So in the end it seems like we still have to grok the POSIX file APIs, assuming we’re developing for Linux, or MS documentation if we aim for Windows, or both if we support both thus diving into the depths of low level. Yeah a tough one when you have to deliver something fast and time is running out quickly.
LLFIO⌗
Turns out there’s someone else who experienced this pain too, and that guy’s name is Niall Douglas who wrote LLFIO.
I’ll quote Niall about LLFIO
’s purpose:
Herein lies my proposed zero whole machine memory copy file i/o and filesystem library for the C++ standard, intended for storage devices with ~1 microsecond 4Kb transfer latencies and those supporting Storage Class Memory (SCM)/Direct Access Storage (DAX).
High expectations, I know!
While going through his library’s source code and documentation I’ve learned that some of its features are slated for arrival in 2026
in the standard library: file_handle
and mapped_file_handle
.
With those two abstractions, besides the usuall read()
/write()
you get a bunch of other functionality, like scatter-gather IO,
file locks, support for extents, anonyous/temporary files, very good support for mapped files etc. And the concepts that we all
know and love still apply; as their names imply you would want to use a file_handle
when working with “regular” files, for
example maybe you build an application that handles tons of emails then a file_handle
should be good enough.
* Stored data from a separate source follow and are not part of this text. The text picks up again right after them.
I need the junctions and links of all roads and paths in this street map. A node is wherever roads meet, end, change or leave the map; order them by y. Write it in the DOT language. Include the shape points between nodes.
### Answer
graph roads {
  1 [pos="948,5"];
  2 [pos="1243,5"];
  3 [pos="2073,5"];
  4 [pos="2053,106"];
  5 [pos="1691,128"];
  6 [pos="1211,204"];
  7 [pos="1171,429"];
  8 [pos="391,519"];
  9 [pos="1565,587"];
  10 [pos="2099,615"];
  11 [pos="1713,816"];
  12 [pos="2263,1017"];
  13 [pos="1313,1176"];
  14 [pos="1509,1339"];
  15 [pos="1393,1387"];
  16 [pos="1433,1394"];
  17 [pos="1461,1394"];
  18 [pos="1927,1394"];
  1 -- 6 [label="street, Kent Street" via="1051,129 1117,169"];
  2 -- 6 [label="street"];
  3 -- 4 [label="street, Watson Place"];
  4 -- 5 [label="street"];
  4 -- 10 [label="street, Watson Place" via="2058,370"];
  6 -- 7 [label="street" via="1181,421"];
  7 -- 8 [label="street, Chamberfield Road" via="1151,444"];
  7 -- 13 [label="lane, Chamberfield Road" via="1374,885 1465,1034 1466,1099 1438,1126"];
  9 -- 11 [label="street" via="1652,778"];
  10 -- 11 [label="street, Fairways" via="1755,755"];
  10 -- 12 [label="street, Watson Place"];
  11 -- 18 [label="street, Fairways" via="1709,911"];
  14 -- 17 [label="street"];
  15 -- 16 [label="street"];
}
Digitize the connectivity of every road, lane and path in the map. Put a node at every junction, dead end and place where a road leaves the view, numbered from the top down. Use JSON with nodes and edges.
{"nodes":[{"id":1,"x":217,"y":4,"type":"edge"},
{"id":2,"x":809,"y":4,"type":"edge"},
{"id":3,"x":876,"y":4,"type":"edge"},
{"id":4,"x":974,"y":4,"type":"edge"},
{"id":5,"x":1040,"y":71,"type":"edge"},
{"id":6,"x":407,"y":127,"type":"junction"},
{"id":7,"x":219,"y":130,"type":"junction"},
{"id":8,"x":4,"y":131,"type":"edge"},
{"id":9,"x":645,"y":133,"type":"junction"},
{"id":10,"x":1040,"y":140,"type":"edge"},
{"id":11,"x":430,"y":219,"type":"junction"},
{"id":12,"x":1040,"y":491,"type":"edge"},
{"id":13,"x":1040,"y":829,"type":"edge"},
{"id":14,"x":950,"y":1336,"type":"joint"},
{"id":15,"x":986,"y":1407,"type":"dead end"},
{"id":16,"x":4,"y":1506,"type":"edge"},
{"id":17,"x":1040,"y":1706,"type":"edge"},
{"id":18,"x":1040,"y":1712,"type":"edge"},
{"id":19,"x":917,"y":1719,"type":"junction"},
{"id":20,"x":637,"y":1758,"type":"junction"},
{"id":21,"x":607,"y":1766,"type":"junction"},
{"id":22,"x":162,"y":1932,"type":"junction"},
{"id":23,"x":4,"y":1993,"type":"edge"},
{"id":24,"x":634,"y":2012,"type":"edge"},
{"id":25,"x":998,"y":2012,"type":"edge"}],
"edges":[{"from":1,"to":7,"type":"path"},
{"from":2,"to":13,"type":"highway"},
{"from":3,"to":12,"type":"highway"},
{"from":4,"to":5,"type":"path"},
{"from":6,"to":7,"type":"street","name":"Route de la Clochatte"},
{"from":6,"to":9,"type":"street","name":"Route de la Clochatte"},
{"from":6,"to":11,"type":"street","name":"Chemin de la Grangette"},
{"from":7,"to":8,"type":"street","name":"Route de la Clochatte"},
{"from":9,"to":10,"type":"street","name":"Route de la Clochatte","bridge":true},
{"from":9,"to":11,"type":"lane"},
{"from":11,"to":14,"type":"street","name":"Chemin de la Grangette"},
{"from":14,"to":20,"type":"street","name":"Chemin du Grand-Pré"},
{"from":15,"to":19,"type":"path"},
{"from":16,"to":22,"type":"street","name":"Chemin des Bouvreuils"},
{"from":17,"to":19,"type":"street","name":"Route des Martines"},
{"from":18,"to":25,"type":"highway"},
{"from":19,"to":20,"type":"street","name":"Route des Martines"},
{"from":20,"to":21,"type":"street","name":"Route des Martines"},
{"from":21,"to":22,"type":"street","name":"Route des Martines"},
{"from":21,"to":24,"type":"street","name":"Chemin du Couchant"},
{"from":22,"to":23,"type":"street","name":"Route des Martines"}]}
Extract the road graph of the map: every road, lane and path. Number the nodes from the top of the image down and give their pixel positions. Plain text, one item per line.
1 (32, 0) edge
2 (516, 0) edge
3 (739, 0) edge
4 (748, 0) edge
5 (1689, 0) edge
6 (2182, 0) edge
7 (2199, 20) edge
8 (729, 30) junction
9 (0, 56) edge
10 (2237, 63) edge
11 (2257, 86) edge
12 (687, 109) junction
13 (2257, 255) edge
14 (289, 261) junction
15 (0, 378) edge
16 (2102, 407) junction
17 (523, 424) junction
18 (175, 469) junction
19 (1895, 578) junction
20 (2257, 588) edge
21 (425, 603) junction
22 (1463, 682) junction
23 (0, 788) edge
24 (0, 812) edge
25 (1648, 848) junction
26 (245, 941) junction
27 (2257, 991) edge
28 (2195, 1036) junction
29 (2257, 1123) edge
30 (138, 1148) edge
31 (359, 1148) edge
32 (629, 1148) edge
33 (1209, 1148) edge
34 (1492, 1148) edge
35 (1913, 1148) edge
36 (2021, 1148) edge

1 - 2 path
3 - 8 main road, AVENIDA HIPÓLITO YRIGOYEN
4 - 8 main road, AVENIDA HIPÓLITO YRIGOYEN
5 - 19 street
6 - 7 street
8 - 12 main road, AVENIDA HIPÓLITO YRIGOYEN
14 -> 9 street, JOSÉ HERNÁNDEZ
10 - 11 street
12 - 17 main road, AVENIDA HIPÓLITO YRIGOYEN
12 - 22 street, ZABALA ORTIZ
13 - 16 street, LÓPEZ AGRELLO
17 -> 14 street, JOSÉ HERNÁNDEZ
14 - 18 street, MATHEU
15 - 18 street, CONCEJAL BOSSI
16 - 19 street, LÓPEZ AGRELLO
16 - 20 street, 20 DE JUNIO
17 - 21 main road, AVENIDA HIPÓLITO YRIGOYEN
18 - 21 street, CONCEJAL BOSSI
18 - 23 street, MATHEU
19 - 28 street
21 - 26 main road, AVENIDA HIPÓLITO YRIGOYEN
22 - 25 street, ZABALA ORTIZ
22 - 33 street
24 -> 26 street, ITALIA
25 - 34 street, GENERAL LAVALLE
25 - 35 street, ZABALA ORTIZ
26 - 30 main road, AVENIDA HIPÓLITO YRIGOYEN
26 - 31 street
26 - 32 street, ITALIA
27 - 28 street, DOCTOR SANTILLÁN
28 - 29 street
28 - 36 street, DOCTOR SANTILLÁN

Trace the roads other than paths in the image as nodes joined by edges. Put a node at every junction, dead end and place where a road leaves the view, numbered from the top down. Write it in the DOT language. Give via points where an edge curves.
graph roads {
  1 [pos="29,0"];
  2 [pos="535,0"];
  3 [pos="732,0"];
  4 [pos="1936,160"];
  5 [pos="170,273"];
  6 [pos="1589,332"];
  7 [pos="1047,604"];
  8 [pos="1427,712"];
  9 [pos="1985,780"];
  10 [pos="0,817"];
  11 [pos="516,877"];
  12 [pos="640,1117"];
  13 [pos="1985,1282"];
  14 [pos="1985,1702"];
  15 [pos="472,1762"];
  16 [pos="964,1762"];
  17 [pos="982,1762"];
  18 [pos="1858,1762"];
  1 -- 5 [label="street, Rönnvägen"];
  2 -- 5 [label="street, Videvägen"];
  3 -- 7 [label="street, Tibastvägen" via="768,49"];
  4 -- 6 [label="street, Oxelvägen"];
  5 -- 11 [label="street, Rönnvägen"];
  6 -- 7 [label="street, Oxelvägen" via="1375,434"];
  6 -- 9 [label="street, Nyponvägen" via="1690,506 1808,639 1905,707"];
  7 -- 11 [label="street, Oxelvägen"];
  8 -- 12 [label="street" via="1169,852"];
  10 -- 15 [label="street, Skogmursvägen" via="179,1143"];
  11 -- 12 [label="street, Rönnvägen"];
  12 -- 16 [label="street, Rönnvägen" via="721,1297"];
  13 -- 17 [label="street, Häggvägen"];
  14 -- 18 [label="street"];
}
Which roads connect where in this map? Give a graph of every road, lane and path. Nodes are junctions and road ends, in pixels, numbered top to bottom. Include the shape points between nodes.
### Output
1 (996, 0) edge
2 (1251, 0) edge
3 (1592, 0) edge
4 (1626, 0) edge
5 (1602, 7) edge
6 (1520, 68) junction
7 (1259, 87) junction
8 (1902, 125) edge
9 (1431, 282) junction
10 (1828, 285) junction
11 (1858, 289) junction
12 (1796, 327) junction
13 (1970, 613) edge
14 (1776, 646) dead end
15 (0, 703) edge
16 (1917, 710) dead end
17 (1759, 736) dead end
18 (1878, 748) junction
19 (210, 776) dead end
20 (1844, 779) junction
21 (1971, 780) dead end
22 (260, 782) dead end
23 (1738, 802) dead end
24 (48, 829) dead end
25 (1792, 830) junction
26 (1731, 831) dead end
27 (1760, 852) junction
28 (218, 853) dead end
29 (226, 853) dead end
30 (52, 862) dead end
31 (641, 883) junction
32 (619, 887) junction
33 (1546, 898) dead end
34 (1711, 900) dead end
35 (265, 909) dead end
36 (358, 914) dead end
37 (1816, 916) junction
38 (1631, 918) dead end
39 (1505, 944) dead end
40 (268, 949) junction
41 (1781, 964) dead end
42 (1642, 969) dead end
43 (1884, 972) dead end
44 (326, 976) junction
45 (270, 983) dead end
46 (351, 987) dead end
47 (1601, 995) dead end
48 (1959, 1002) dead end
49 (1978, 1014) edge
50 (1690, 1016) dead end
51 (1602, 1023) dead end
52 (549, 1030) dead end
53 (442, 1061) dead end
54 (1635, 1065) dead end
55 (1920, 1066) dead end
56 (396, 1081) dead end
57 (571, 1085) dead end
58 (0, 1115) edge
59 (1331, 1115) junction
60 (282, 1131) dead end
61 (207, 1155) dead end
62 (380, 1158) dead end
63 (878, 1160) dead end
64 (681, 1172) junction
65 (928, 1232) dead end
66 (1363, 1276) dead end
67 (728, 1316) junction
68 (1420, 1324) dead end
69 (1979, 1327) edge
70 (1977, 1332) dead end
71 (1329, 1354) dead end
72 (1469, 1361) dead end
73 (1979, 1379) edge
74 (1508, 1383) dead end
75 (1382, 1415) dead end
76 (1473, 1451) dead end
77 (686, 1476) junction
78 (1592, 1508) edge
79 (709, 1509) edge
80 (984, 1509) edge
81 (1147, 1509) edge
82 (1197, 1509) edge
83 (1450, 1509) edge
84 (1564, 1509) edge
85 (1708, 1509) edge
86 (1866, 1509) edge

When you need memory
regions backed via a file then a mapped_file_handle
should be used, for example in a database where you might optimize for speed,
or maybe a program packer/loader where you want to map files in memory.
From my time with LLFIO
I can tell that the library is easy to use, if you have previous experience with C++ and especially if you have
used the OS specific APIs and concepts that have to do with IO then it should be easy to translate what you already know to
LLFIO
’s interfaces.
Unfortunately I haven’t dived into benchmarking to really check its performance claims, but from peeks that I got into its source code the performance should really be there. There are some benchmarks that the author provides, but as always when you have to do something high performance my advice is to test, if possible, on the hardware and OS that you expect your software to run and then make a decision, you’ll get much more realistic results for your specific workload.
But it’s going to be part of standard library from 2026, I can’t wait that long?⌗
It should be quite easy to pull it in your project, especially if you use CMake
.
But what about Boost?⌗
Unfortunately I don’t have much experience with Boost’s abstractions over file handles and mmapped files. When I had to deal with tasks such as working with files I either rolled my own abstractions or used what was already available in the project.
Closing thoughts⌗
Overall I’m pleased to know that we’re close to having a “standard libray” way to interact with files (C’s FILE
doesn’t count in my
book). Things like this and lack of networking support really grind my gears sometimes … and thanks God that fmt’s format
made it.